Re: Risk Estimation WAS: Planner hints in Postgresql

От
Josh Berkus
Дата:
> On Mon, Mar 17, 2014 at 8:47 PM, Tom Lane <tgl@sss.pgh.pa.us> wrote:
>> Yeah.  I would like to see the planner's cost estimates extended to
>> include some sort of uncertainty estimate, whereupon risk-averse people
>> could ask it to prefer low-uncertainty plans over high-uncertainty ones
>> (the plans we typically choose for ORDER BY ... LIMIT queries being great
>> examples of the latter).  But it's a long way from wishing that to making
>> it so.  Right now it's not even clear (to me anyway) how we'd measure or
>> model such uncertainty.

This is not a model, but here's some starting thoughts:

A "high risk" plan has two components:

a) our statistical data is out-of-date or inadequate

b) the potential execution time if our estimates of selectivity are
wrong is high

c) the cost ratio of certain operations is wrong.
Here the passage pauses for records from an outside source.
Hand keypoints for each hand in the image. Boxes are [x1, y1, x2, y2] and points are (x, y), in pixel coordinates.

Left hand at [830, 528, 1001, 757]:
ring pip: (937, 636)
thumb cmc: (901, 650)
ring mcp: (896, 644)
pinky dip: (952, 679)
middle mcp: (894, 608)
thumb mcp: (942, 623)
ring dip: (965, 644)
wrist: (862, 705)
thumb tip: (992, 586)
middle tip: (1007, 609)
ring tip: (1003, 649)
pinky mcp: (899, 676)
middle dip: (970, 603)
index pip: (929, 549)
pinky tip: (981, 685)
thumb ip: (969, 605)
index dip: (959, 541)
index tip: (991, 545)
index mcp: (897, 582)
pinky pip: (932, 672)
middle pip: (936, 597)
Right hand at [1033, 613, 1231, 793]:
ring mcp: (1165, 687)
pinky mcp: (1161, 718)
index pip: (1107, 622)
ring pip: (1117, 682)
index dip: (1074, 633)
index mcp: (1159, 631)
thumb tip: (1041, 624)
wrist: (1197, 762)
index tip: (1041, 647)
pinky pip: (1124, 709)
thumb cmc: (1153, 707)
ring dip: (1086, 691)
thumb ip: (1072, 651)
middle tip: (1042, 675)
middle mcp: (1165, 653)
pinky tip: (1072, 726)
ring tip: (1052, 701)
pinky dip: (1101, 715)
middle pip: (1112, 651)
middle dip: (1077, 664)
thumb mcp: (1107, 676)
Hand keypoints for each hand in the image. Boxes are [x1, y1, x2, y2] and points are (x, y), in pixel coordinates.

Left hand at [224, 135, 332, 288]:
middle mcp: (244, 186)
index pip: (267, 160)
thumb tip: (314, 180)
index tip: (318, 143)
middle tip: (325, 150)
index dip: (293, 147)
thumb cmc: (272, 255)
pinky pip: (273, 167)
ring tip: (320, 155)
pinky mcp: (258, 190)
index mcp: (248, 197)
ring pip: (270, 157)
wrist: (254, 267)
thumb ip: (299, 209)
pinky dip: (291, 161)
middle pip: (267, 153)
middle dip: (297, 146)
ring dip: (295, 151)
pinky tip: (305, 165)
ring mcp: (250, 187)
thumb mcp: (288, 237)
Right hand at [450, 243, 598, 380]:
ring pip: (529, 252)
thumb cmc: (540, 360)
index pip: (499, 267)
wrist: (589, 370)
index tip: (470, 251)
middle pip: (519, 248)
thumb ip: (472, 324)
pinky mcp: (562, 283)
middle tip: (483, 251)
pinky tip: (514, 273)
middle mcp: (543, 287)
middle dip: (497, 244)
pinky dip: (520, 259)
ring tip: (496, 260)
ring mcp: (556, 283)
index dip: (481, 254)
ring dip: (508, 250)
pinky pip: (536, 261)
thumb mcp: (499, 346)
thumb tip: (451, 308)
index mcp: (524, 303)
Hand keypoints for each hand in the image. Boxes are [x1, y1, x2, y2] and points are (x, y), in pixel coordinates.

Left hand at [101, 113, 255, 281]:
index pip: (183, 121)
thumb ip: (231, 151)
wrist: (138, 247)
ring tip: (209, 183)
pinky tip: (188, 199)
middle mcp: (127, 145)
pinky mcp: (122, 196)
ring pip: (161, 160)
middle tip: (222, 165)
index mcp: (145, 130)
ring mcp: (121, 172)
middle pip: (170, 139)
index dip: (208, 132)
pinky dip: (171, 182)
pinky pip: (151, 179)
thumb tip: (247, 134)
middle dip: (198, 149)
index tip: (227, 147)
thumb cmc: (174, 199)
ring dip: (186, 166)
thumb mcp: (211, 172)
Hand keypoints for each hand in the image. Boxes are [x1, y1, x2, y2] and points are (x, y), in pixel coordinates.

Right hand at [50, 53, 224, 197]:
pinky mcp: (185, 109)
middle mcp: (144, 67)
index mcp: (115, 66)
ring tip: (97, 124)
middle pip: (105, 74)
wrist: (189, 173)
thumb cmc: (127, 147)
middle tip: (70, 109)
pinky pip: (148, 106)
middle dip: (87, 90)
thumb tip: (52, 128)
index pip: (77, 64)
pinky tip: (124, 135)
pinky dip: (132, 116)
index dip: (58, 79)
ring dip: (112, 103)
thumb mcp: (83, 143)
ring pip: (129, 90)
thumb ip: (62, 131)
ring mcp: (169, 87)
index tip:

Factor (a) can be modeled two ways:

1. If last_analyze is a long time ago, we have increased the risk.  (Ideally, we'd have some idea of the change rate on
thetable vs.   the last analyze time; right now we don't have those stats)
 

2. Certain patterns, such as multi-column selectivity and GIN/GiST
selectivity are known to have poor estimates, and be higher risk.
Certainly selectivity functions which have been programmed with a flat
coefficient (like default 0.05 selectivity for gist_ops) could also
return a risk factor which is fairly high.

Factor (b) can be modeled simply by estimating the cost of a plan where
all row estimates are changed by 10X, or even better by a calculation on
the risk factor calculated in (a).  This would then give us the "failure
cost" of the bad plan.  Note that we need to estimate in both
directions, both for higher estimates and lower ones; "abort early"
plans fail because the rows returned are lower than expected, for example.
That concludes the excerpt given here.